Angelina Jolie Talks Her New Solo Chapter in 'Vanity Fair'

Angelina Jolie in the Sept. 2017 issue of Vanity Fair.
Mert Alas & Marcus Piggott exclusively for Vanity Fair.

Angelina Jolie in the Sept. 2017 issue of Vanity Fair.

Last September, Angelina Jolie filed for divorce from Brad Pitt "for the health of the family," packed up her things and moved out with their six children. Almost a year later, she is moving forward, solo. Busy with both acting and directing, as well as her humanitarian work and lecturing at London School of Economics -- and of course, parenting -- Angelina talks about the big shifts of her life in a Vanity Fair cover story written by Evgenia Peretz.

On her new home, a Beax-Arts mansion with old Hollywood glamor:
After nine months in a rental, she is happy to finally have a home -- one that the family moved into a few days before the interview. "Messy, relaxed, normal" - that's the life they want right now after a turbulent year filled with personal drama.

On her latest project:
Personal drama was the backdrop of her most personal film yet, First They Killed My Father, a memoir of Loung Ung, whose parents and siblings perished in the Khmer Rouge genocide. Shot in Cambodia and in Khmer language, the Netflix original film is the largest production the country has seen since the war. Rithy Panh, a Cambodian filmmaker, was at the helm of the project. Maddox, Jolie's son, is credited as an executive producer on the movie. In addition to that, some 3500 Cambodians participated in the production.

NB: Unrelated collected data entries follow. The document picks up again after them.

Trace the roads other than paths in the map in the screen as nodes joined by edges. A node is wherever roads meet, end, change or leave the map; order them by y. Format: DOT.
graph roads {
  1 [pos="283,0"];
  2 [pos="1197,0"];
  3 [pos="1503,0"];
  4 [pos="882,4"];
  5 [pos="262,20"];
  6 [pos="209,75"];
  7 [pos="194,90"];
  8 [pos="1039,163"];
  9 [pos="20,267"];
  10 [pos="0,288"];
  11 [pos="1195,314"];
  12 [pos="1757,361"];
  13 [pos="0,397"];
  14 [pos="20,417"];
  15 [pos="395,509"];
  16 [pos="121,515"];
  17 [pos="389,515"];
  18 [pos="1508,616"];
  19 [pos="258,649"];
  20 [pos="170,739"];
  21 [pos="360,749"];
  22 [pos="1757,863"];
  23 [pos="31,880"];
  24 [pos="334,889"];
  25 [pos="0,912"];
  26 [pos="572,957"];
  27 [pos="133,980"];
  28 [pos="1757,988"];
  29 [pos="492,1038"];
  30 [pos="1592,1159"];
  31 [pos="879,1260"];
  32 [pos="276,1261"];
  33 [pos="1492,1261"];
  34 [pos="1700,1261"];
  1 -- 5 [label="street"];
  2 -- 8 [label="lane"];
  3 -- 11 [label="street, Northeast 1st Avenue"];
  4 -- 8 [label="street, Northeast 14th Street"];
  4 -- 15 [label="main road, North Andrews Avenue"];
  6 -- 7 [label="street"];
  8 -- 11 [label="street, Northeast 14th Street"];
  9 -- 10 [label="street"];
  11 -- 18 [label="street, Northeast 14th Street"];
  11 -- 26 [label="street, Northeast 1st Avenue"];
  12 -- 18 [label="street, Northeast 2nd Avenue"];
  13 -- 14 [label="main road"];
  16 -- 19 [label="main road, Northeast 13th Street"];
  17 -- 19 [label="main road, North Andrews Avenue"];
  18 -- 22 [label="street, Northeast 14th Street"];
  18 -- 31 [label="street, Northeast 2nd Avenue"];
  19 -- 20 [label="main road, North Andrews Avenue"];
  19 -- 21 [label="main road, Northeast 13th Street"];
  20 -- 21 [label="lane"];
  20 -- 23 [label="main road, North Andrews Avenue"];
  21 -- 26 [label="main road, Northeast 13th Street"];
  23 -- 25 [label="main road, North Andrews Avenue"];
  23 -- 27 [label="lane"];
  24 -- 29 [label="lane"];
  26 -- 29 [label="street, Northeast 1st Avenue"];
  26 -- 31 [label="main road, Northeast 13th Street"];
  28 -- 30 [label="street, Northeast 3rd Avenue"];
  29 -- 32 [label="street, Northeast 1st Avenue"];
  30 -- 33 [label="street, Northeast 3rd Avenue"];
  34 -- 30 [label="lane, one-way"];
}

"That authentic connection to pain was awakened in everyone involved," the piece quotes Jolie saying, "making for a film set like nothing she’d ever seen." The film premiered in February for some 1,000 viewers. According to reports cited in Vanity Fair, "it was a screening filled with tears of recognition, remembrance, and catharsis."

On Cambodia:
Cambodia is where the woman she is today was born. "There, Jolie, who’d grown up in privileged bubbles in Los Angeles and New York, witnessed what real suffering looked like," Peretz writes. "Poverty, the loss of limbs from land mines, a generation of relatives wiped out. In this world there was no room for free-floating malaise or self-indulgent antics." She suddenly became curious about the world outside Hollywood, and outside the first-world privilege that characterized Angie, the "It Girl" of the 1990s.

On friendship:
Loung Ung is still one of a select few close friends of Jolie. It was Ung who was the deciding voice convincing Jolie that adopting a child from Cambodia was a good decision. Years later, she calls Ung "her main source of comfort... she’s that girlfriend who rolled up her sleeves, got on a plane, and helped me on Christmas morning... she’s been my closest friend. I cried on her shoulder.'"

On her relations with Brad Pitt:
"We care for each other and care about our family, and we are both working towards the same goal," says Jolie of her current relationship with Pitt. Are things really improving? She's careful in wording her cryptic answers, wanting to keep things private and within the family. Pitt's mea culpa in GQ Style in May does not elicit a heartfelt response. Did it surprise her? "No," she tells the magzine.

On her family:
"I do not want my children to be worried about me," adds Jolie. "They need to know that everything's going to be all right even when you're not sure it is." She is fiercely protective of her kids, especially after an ovarian cancer scare a few years ago. Her mother had cancer, and Angie had the gene; she decided to have a preventative double mastectomy and reconstructive surgery -- yet even that did not save her from a concerning phone call from a doctor about her blood work. In the end, she did not have cancer, and shortly after discovering that, she made an appointment to get her ovaries taken out. "Sometimes women in families put themselves last," she says, "until it manifests itself in their own health."

On herself:
“I actually feel more of a woman because I feel like I’m being smart about my choices, and I’m putting my family first, and I’m in charge of my life and my health," she says. "I think that’s what makes a woman complete.” That said, Peretz writes that the idea of being a sex symbol now "is laughable" to Angie. 

On the future:
Right now Angelina is gearing up for a trip to Africa with her children. Trying to be a great mom and homemaker is just one side of her identity now. Another includes trips and initiatives all over the world, as Jolie cannot sit still for long. She says she recently made some joke to Knox along the lines of “Pretend to be normal.” “He said, ‘Who wants to be normal? We’re not normal. Let’s never be normal.’ Thank you—yes! We’re not normal. Let’s embrace being not normal!”